C’est moi qui suis le coupable, bonne et chère amie. Je l’avais reçue, cette bonne et grande lettre toute pleine d’amitié et de votre sainte indignation1. Dans mon contentement j’avais mis la main à la plume : c’est pour le coup que vous auriez eu de l’ontologie, de la fricologie, de la crapaulogie, que sais-je ? Je bouillonnais d’impatience de faire chorus avec vous contre vos confrères – confrères, bon Dieu ! Eh bien ! j’ai remis au lendemain à cause de la plus bête interruption et me voilà prévenu par votre bonté. Faut-il vous dire pour m’excuser que j’ai été accablé de travail ? Cela serait vrai, mais enfin je m’en veux encore. J’ai éprouvé un grand chagrin. J’ai perdu ma bonne tante2, que j’aimais comme une mère. C’était une femme d’un grand caractère et chez qui (chose rare) les qualités de l’âme avaient le pas sur tout : il aurait fallu l’admirer quand on ne l’eût pas aimée ; vous jugez donc du vide que cela me fera dans ma vie déjà bien seule. Vivez donc, chère amie, soignez cette étincelle précieuse qui vous fait non seulement vivre, mais aimer et être aimée. J’éprouve déjà bien qu’on vit véritablement dans les autres ; chacun des êtres nécessaires à notre existence qui disparaît à son tour emporte avec lui un monde de sentiments qui ne peuvent revivre avec aucun autre : qu’est-ce que c’est donc qu’un vieillard et que regrettent-ils en quittant ce monde ?

Votre fureur contre les littérailleurs me paraît arriver au niveau de la mienne : c’est une vile engeance. Il se disent les prêtres d’un temple dont ils ne sont pas dignes d’être les portiers et, ne vous y trompez pas, tout dans ce siècle est à l’unisson : le boursouflé y est partout le compagnon assidu du vide. J’ai vu hier l’opéra de ce fameux Verdi3 qui excitait l’enthousiasme de ce jeune musicien allemand que j’ai vu chez vous. Verdi, ou Merdi, fait fureur aujourd’hui : c’est le ressassement de toute la défroque de Rossini, moins les idées : rien, mais du bruit. On voudra en avoir votre avis, on le discutera devant vous : il faudra y aller bon gré mal gré, mais vous irez sans moi, je vous jure. Je pensais tout le temps à votre pauvre Mme Viardot, dont la destinée est inévitablement, si elle veut vivre, de chanter désormais à perpétuité la musique de ces gredins-là. Où est Chopin, où est Mozart, où sont les prêtres du Dieu vivant, où êtes-vous ?

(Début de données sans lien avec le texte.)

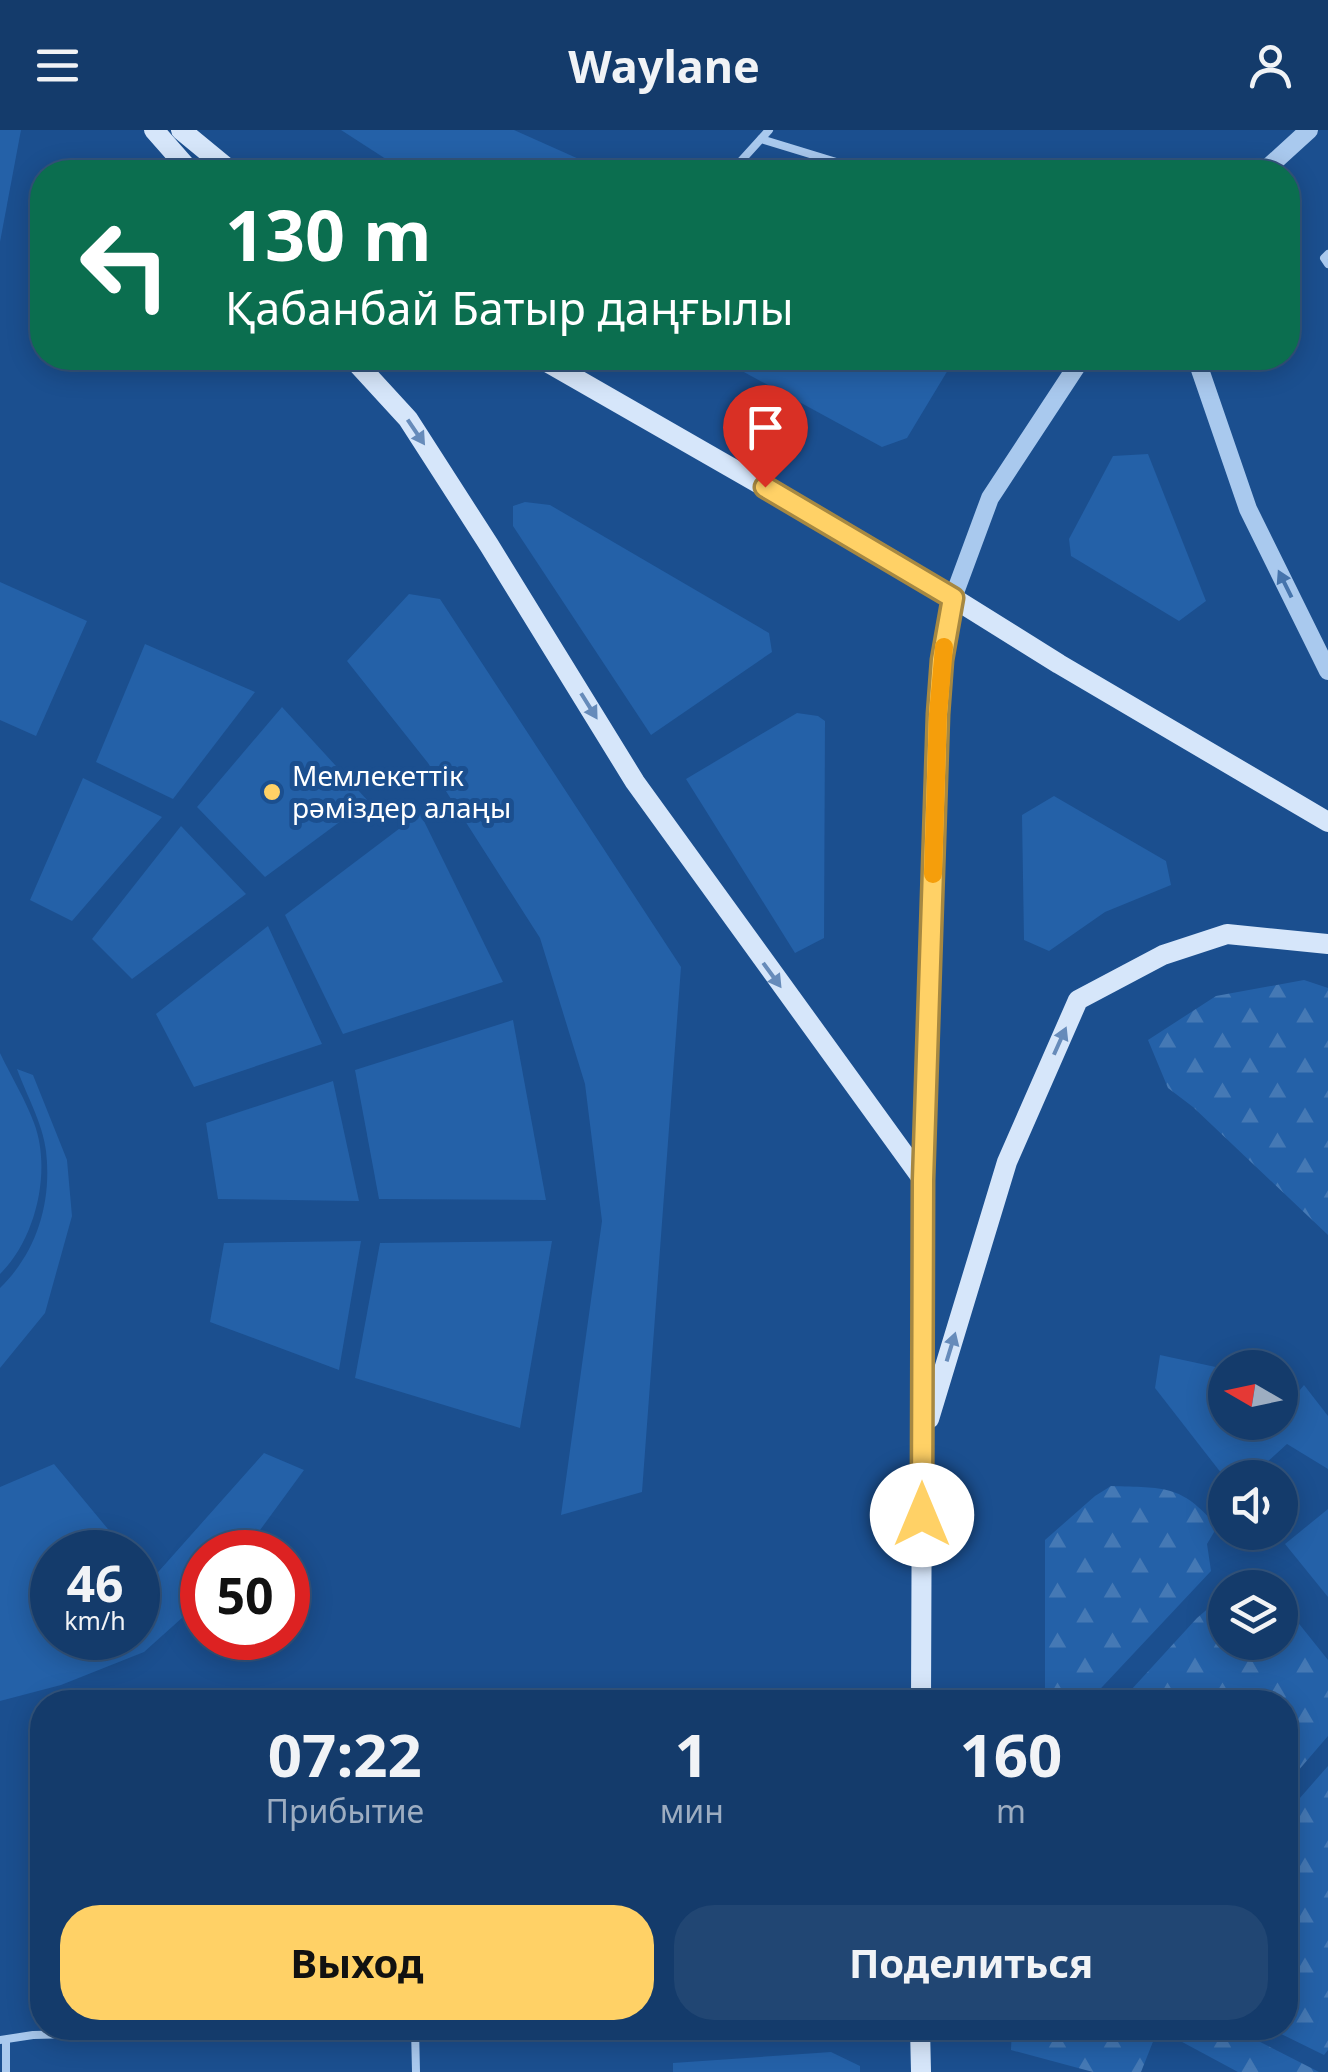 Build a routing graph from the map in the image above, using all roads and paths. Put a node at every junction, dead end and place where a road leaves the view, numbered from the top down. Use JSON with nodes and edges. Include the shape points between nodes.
{"nodes":[{"id":1,"x":154,"y":130,"type":"edge"},
{"id":2,"x":180,"y":130,"type":"edge"},
{"id":3,"x":769,"y":130,"type":"edge"},
{"id":4,"x":1308,"y":130,"type":"edge"},
{"id":5,"x":761,"y":139,"type":"junction"},
{"id":6,"x":180,"y":160,"type":"edge"},
{"id":7,"x":217,"y":160,"type":"edge"},
{"id":8,"x":742,"y":160,"type":"edge"},
{"id":9,"x":830,"y":160,"type":"edge"},
{"id":10,"x":1276,"y":160,"type":"edge"},
{"id":11,"x":1328,"y":254,"type":"edge"},
{"id":12,"x":1328,"y":264,"type":"edge"},
{"id":13,"x":363,"y":370,"type":"edge"},
{"id":14,"x":561,"y":370,"type":"edge"},
{"id":15,"x":1074,"y":370,"type":"edge"},
{"id":16,"x":1200,"y":370,"type":"edge"},
{"id":17,"x":953,"y":598,"type":"junction"},
{"id":18,"x":1328,"y":671,"type":"edge"},
{"id":19,"x":1328,"y":822,"type":"edge"},
{"id":20,"x":1328,"y":944,"type":"edge"},
{"id":21,"x":923,"y":1180,"type":"junction"},
{"id":22,"x":923,"y":1440,"type":"junction"},
{"id":23,"x":922,"y":1690,"type":"edge"},
{"id":24,"x":30,"y":2036,"type":"edge"},
{"id":25,"x":3,"y":2040,"type":"edge"},
{"id":26,"x":415,"y":2040,"type":"edge"},
{"id":27,"x":920,"y":2040,"type":"edge"},
{"id":28,"x":6,"y":2072,"type":"edge"},
{"id":29,"x":416,"y":2072,"type":"edge"},
{"id":30,"x":921,"y":2072,"type":"edge"}],
"edges":[{"from":1,"to":6,"type":"main road"},
{"from":2,"to":7,"type":"main road"},
{"from":3,"to":5,"type":"lane"},
{"from":4,"to":10,"type":"street"},
{"from":5,"to":8,"type":"lane"},
{"from":5,"to":9,"type":"lane"},
{"from":11,"to":12,"type":"lane"},
{"from":13,"to":21,"type":"main road","one_way":true,"via":[[408,419],[635,782]]},
{"from":14,"to":17,"type":"main road"},
{"from":15,"to":17,"type":"street","via":[[990,498]]},
{"from":18,"to":16,"type":"street","one_way":true,"via":[[1248,509]]},
{"from":17,"to":19,"type":"main road"},
{"from":17,"to":21,"type":"main road","via":[[938,714]]},
{"from":22,"to":20,"type":"main road","one_way":true,"via":[[1008,1162],[1078,1000],[1163,955],[1228,934]]},
{"from":21,"to":22,"type":"main road"},
{"from":22,"to":23,"type":"main road"},
{"from":24,"to":25,"type":"lane"},
{"from":25,"to":28,"type":"lane"},
{"from":26,"to":29,"type":"lane"},
{"from":27,"to":30,"type":"main road"}]} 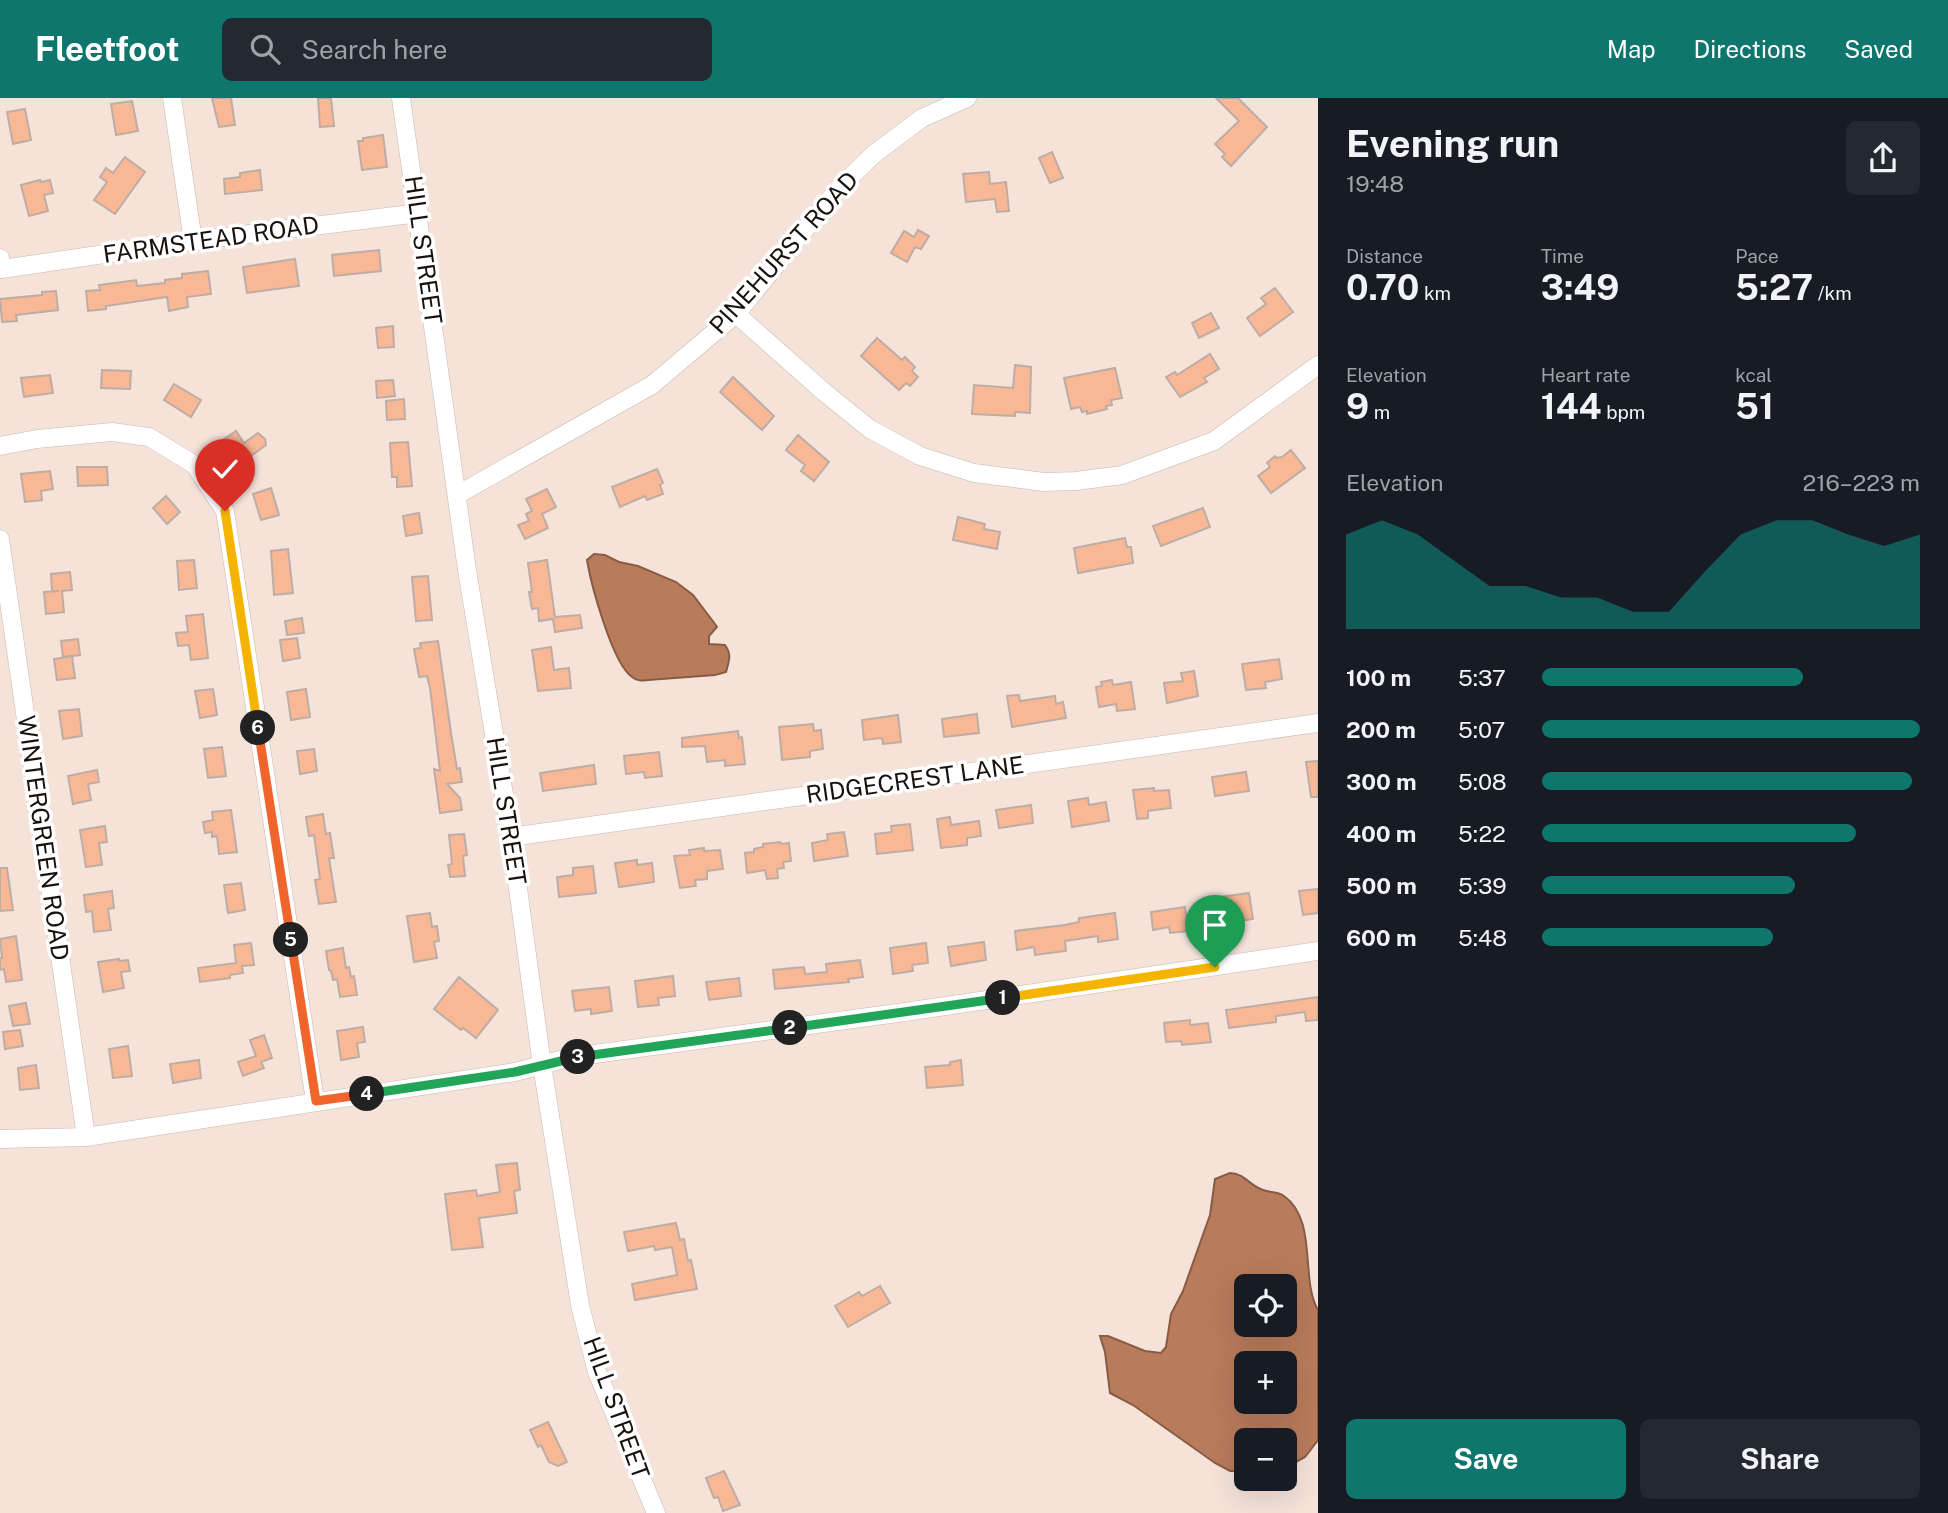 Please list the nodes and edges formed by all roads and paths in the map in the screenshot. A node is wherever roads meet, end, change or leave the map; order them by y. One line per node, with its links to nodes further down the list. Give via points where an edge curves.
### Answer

Vous avez vu, chère amie, le plus beau de ma peinture, j’entends quant à l’idée, dans l’article en question, qui a pour moi le mérite d’avoir été fait par un homme que je ne connais pas et que je ne savais pas au monde4. Il s’est pris d’un beau feu pour mon mérite et un peu pour ses propres idées, car je crois qu’il a plus regardé au-dedans de lui-même en écrivant toutes ces belles choses, qu’il ne les a réellement vues dans ma peinture. Si ce n’était même à propos de moi qu’il a écrit tout cela (excusez la modestie), je vous dirais que c’est tant pis pour la peinture qui fait voir tant de choses. Ce qui fait le beau dans cette industrie-là consiste surtout dans les choses que la parole n’est pas habile à exprimer. Vous me comprenez du reste et une phrase de votre lettre dit assez combien vous sentez les limites nécessaires à chacun des arts, limites que vos confrères portiers et savetiers franchissent avec une aisance admirable. Chère amie, revenez vite, ne vous enrhumez pas trop dans vos courses avant de venir. Si vous vous ennuyez encore ici, eh bien, nous nous plaindrons ensemble ! J’allais vous dire une bêtise, une phrase d’Irlandais, à savoir qu’on éprouve du plaisir à partager son ennui avec une personne amusante. Je vous embrasse mille fois, vous ne m’ennuyez jamais, je vous désire et vous attends. Embrassez tout ce qui vous entoure. Préparez ce pauvre Chopin à la rude musique qu’il va trouver par ici, adieu, adieu.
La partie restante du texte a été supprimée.